About this exercise:
Filter the lines below, copying only those with the string "hand".

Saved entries
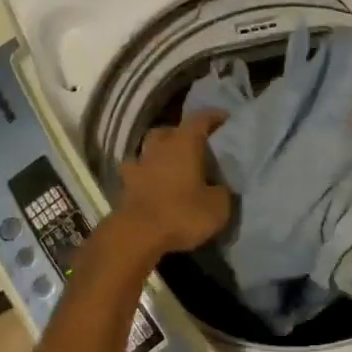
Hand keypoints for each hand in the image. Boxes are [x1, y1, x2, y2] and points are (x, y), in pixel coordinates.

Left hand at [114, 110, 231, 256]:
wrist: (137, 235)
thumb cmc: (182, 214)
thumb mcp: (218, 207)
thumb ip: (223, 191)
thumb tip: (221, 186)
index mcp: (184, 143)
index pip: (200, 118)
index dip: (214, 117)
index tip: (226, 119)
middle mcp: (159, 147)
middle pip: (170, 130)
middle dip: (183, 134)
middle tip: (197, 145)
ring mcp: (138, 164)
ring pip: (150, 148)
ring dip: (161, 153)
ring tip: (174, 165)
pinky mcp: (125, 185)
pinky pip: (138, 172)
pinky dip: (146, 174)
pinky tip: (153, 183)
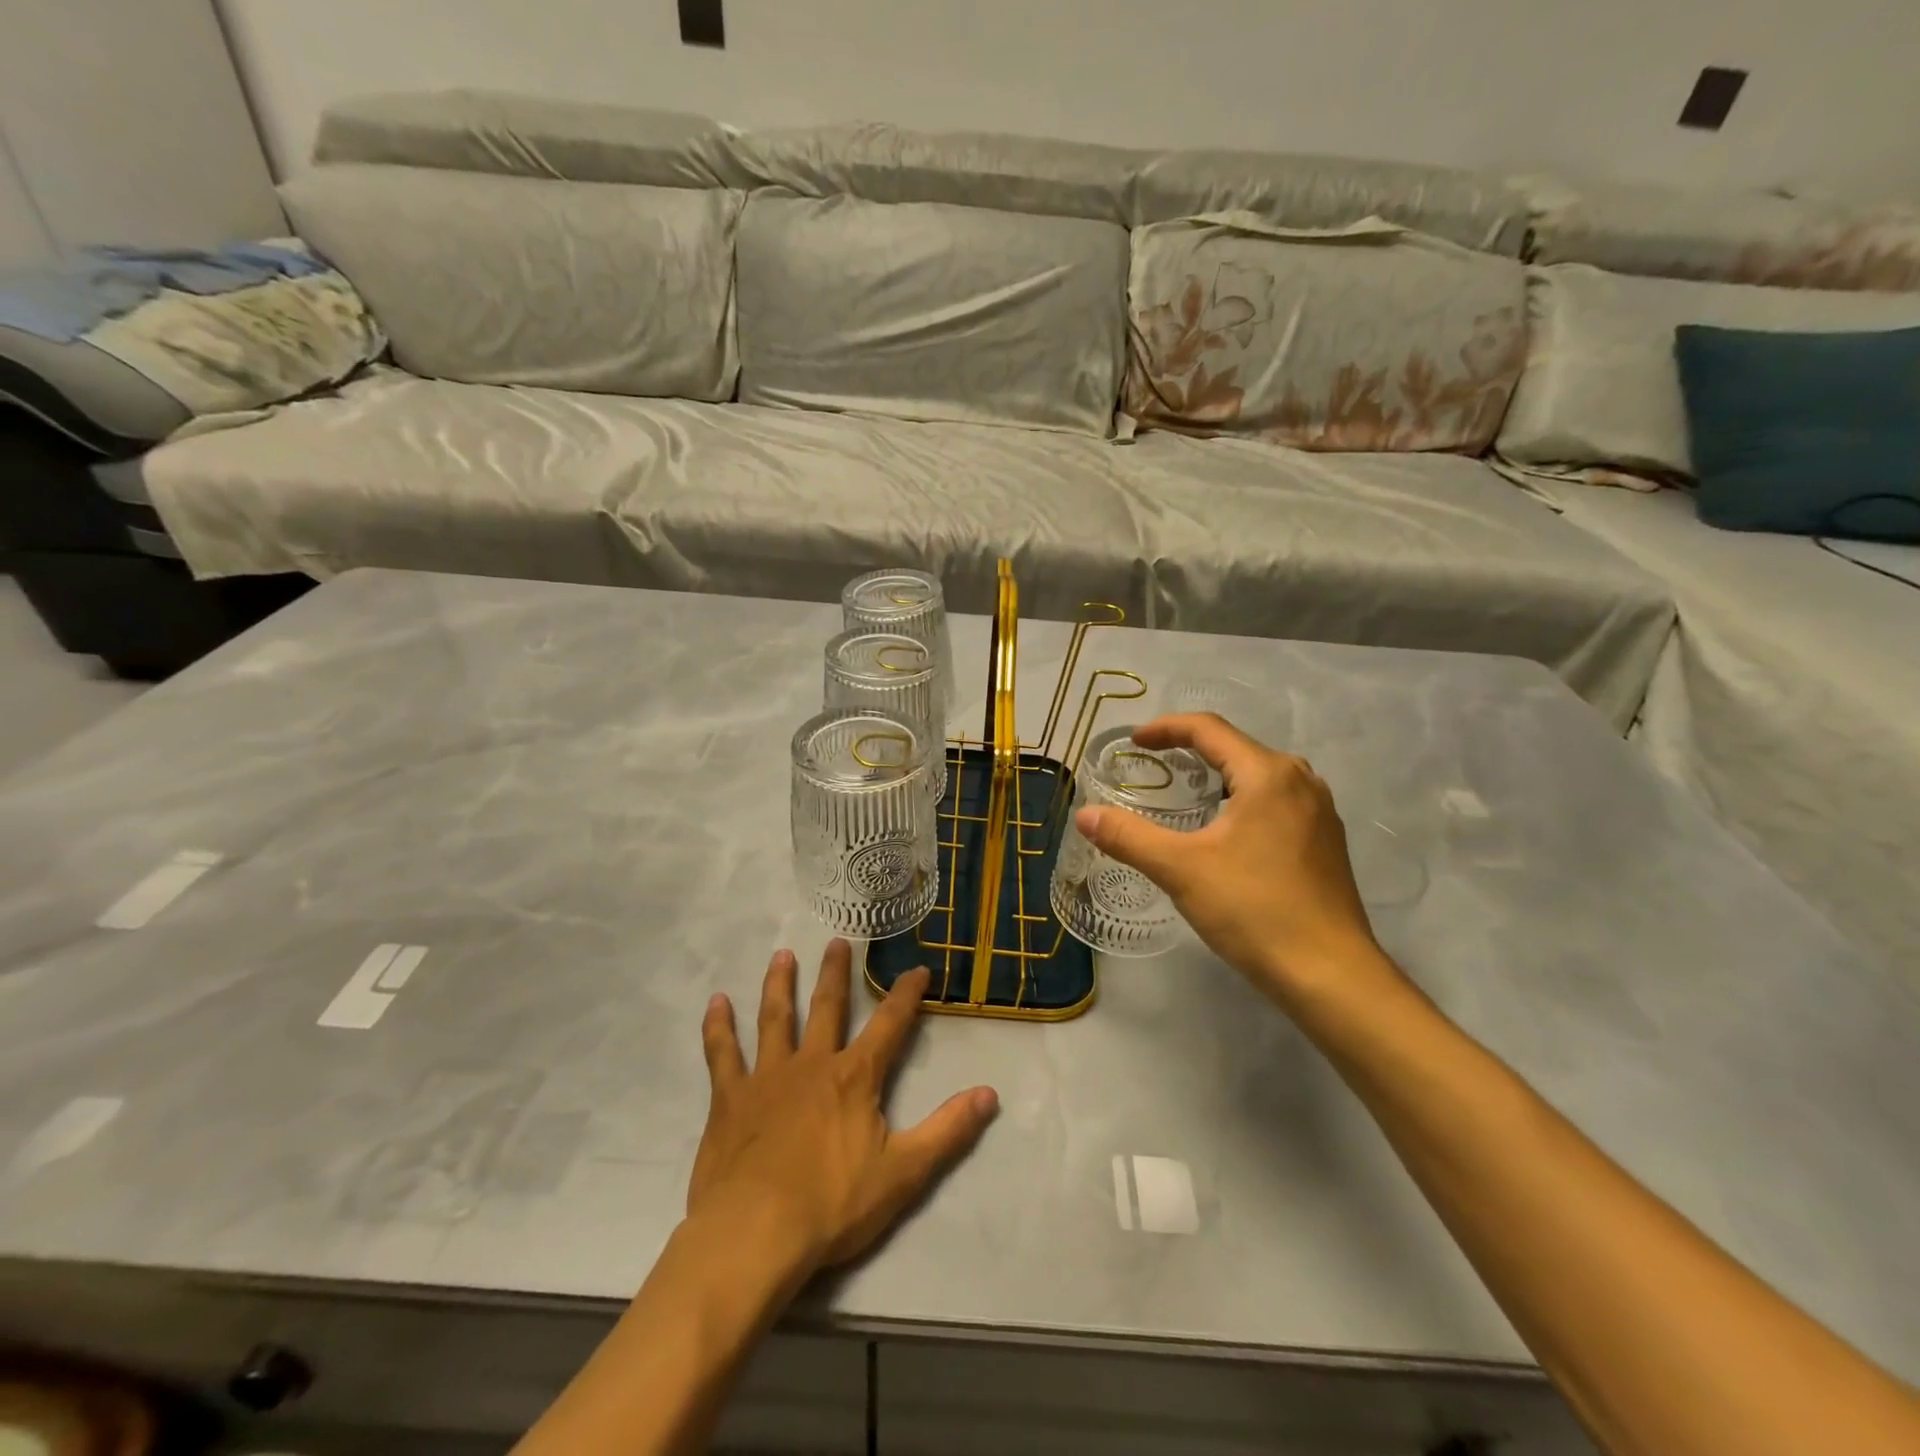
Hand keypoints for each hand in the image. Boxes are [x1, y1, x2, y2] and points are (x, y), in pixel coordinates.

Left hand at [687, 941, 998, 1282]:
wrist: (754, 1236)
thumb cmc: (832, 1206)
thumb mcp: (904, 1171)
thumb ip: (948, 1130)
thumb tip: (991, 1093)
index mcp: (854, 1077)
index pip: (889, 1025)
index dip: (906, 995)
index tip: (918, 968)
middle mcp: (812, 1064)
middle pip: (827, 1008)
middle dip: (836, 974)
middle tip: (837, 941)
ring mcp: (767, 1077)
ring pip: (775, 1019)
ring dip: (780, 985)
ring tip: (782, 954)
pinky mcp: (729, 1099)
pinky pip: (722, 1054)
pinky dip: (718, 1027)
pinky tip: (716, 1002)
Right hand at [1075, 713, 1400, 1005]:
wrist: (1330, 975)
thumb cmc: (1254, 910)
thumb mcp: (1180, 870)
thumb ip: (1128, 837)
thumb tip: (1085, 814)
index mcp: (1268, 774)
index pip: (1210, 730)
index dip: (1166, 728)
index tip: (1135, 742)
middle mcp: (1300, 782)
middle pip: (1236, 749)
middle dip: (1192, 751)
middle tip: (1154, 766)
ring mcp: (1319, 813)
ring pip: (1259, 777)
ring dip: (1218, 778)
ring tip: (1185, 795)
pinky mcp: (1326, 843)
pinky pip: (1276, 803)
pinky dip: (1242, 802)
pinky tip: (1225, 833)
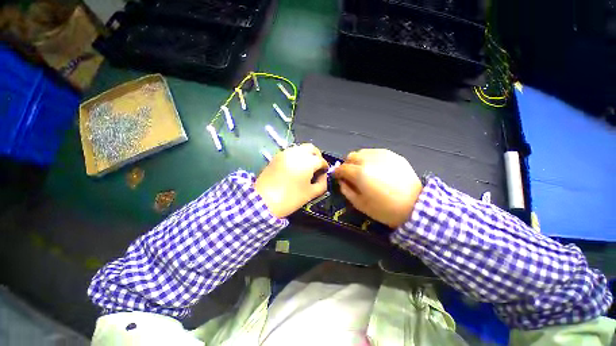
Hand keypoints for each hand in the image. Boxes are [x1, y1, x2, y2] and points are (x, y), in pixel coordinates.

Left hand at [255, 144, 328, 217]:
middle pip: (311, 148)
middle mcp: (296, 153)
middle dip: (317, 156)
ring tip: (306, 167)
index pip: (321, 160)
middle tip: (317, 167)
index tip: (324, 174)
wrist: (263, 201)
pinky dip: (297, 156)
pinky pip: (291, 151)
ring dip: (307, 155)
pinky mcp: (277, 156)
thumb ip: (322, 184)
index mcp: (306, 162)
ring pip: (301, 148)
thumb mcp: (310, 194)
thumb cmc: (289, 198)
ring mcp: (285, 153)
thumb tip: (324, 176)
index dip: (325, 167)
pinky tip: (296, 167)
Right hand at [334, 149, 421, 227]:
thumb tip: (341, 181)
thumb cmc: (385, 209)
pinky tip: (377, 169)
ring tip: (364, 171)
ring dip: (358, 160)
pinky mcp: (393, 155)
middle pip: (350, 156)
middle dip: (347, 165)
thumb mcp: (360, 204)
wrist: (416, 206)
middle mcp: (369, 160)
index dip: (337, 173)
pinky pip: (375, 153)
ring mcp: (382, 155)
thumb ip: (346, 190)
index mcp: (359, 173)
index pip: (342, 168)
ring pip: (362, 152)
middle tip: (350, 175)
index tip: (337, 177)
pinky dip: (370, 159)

Task output:
Hand keypoints for each hand in the image. Boxes are [x1, y1, x2, y2] and points are (x, y), in pixel coordinates.
Left hand at [114, 110, 231, 256]:
Hand keypoints for each hand in the image. Boxes are [x1, y1, x2, y2] and points are (x, y), in pixel coordinates.
Left hand at [687, 941, 998, 1282]:
Right hand at [1075, 713, 1400, 1005]:
Hand keypoints for each hand in the image. Boxes are [x1, y1, x2, y2] and points are (x, y), in pixel coordinates.
Left hand at [255, 144, 328, 217]:
Right hand at [334, 149, 421, 227]:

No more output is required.